┌─ Given entries
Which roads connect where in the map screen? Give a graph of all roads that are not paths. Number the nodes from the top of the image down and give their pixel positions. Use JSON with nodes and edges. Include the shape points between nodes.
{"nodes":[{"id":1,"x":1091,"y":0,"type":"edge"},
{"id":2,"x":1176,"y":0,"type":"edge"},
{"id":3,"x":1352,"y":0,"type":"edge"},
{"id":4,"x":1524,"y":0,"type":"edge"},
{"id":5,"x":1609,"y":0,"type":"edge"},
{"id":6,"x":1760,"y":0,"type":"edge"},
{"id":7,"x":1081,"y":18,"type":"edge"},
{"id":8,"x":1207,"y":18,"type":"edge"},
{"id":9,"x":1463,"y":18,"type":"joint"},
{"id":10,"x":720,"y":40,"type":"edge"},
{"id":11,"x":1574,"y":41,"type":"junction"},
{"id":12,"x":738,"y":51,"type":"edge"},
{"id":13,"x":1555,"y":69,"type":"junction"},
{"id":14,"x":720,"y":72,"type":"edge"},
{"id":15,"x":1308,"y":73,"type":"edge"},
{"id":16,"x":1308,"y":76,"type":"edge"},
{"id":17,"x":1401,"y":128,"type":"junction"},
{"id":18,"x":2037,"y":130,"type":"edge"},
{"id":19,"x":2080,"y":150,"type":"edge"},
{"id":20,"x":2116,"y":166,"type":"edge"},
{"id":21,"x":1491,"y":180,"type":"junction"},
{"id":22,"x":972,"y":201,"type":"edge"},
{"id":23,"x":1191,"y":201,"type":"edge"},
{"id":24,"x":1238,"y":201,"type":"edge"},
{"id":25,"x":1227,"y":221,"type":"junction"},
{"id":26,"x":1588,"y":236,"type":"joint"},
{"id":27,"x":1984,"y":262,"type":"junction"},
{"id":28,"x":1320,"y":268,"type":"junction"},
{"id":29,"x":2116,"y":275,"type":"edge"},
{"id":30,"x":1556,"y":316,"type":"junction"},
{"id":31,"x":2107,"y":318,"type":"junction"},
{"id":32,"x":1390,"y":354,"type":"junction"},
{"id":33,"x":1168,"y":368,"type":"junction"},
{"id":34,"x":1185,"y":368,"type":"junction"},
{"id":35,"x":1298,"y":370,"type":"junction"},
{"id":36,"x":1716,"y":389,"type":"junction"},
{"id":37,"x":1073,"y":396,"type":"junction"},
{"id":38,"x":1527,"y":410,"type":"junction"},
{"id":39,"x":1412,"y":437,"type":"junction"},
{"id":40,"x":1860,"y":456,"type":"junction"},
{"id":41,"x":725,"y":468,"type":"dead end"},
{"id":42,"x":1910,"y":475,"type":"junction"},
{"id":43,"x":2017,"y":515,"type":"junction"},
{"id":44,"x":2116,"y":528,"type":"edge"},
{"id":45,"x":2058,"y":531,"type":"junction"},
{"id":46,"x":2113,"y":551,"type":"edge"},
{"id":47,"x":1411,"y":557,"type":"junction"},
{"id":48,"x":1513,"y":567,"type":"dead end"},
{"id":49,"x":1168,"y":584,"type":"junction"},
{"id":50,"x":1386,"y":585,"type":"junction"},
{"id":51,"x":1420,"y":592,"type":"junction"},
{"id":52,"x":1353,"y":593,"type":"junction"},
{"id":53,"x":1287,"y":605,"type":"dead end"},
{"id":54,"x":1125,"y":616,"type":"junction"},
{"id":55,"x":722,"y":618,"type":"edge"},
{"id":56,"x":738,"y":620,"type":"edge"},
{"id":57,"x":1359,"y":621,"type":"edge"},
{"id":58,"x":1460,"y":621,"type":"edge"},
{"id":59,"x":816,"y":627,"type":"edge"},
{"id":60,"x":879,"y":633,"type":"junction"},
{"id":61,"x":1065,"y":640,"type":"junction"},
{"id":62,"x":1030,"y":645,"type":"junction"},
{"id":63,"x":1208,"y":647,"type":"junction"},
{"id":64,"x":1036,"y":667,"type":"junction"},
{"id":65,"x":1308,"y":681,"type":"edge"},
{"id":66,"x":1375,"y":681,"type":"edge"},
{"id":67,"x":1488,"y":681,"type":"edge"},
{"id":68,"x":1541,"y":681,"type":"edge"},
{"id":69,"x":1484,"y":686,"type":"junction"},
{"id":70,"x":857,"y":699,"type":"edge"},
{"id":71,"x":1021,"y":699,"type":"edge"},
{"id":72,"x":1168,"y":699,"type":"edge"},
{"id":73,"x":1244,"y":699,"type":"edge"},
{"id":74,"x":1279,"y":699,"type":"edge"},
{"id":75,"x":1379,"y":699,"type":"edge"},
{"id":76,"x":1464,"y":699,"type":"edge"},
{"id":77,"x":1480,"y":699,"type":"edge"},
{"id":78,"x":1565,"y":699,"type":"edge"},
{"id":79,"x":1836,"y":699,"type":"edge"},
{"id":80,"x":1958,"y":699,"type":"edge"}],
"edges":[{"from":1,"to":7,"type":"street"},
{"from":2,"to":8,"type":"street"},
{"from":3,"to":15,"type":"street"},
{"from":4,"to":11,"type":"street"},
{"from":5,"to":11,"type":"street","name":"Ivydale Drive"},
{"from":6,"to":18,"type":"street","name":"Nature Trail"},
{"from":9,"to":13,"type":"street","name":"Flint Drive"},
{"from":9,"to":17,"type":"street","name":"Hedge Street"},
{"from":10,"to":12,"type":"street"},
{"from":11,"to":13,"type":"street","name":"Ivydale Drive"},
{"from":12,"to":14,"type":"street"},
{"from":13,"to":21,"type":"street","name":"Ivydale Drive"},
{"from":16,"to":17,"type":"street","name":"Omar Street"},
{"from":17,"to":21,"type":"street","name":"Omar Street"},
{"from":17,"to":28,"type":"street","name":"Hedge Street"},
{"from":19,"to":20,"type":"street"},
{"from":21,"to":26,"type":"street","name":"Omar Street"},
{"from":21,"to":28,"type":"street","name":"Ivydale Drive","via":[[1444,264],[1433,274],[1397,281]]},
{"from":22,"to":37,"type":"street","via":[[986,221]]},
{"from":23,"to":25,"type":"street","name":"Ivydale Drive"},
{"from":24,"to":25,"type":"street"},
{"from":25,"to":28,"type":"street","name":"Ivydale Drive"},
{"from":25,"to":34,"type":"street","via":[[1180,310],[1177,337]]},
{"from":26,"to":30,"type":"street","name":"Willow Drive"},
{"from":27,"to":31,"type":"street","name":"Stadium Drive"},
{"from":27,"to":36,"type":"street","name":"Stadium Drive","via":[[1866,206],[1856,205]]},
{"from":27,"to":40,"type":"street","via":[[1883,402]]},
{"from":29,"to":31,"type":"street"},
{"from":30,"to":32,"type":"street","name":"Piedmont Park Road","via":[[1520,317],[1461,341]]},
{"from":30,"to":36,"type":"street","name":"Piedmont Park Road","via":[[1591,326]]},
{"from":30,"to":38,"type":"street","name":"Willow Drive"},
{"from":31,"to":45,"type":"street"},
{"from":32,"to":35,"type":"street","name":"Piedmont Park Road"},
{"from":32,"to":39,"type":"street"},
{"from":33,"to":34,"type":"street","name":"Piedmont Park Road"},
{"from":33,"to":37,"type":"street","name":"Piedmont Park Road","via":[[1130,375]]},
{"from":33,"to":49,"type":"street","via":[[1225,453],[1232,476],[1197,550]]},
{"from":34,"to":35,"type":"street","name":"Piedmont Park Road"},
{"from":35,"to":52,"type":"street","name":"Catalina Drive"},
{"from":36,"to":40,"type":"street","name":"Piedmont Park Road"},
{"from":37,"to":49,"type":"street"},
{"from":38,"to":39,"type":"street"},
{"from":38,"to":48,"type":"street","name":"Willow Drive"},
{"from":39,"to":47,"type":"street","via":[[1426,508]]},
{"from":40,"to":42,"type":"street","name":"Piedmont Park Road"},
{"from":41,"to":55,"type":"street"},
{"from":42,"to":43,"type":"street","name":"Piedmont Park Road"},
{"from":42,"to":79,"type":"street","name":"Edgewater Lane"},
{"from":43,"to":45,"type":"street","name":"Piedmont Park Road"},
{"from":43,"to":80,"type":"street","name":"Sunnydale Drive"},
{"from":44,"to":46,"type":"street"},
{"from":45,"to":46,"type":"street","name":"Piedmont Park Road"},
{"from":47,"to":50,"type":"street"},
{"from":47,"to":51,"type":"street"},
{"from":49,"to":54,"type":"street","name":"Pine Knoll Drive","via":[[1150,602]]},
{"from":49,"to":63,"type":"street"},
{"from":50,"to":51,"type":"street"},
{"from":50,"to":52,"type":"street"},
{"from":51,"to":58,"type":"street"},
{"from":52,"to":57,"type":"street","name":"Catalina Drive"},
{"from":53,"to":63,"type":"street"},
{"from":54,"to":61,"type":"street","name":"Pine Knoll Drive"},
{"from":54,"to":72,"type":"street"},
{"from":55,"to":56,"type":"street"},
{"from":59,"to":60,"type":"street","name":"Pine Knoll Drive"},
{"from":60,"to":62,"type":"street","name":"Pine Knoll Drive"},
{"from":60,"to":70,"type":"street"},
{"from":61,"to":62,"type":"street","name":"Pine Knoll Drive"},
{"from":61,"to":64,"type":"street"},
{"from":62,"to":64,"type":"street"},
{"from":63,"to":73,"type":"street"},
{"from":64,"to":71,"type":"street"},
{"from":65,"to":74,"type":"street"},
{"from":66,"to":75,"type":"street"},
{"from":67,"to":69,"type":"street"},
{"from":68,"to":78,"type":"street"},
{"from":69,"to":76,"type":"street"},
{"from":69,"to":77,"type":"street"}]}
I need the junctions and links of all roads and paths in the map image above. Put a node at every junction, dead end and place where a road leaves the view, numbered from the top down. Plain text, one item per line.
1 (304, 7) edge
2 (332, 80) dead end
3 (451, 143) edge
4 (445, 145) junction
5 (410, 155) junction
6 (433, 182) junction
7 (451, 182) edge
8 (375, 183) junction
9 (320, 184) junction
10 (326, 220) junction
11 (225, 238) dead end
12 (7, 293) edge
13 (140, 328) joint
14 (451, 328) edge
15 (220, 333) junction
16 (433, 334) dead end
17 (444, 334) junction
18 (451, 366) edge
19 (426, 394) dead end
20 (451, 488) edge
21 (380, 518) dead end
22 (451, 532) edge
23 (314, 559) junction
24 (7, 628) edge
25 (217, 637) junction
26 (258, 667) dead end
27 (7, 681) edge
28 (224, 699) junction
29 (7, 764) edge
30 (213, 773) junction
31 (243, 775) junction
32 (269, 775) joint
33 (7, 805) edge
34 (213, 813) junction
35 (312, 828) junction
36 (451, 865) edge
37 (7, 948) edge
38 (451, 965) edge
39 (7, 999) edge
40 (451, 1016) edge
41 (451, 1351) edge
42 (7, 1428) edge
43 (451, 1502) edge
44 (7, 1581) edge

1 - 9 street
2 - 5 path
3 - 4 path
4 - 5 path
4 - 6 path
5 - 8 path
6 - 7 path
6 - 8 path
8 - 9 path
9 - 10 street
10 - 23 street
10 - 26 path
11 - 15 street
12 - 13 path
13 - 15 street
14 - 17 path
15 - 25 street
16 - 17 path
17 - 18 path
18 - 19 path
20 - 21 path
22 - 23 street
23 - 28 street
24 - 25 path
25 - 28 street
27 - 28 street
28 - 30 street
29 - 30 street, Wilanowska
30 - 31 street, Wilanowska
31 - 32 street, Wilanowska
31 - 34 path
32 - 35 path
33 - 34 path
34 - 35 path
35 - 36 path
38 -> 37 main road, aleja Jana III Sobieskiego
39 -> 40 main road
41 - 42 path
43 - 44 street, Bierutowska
└─
**Activity**
How many lines in the data contain "nodes"? Answer with the number alone.

**Completed task**
2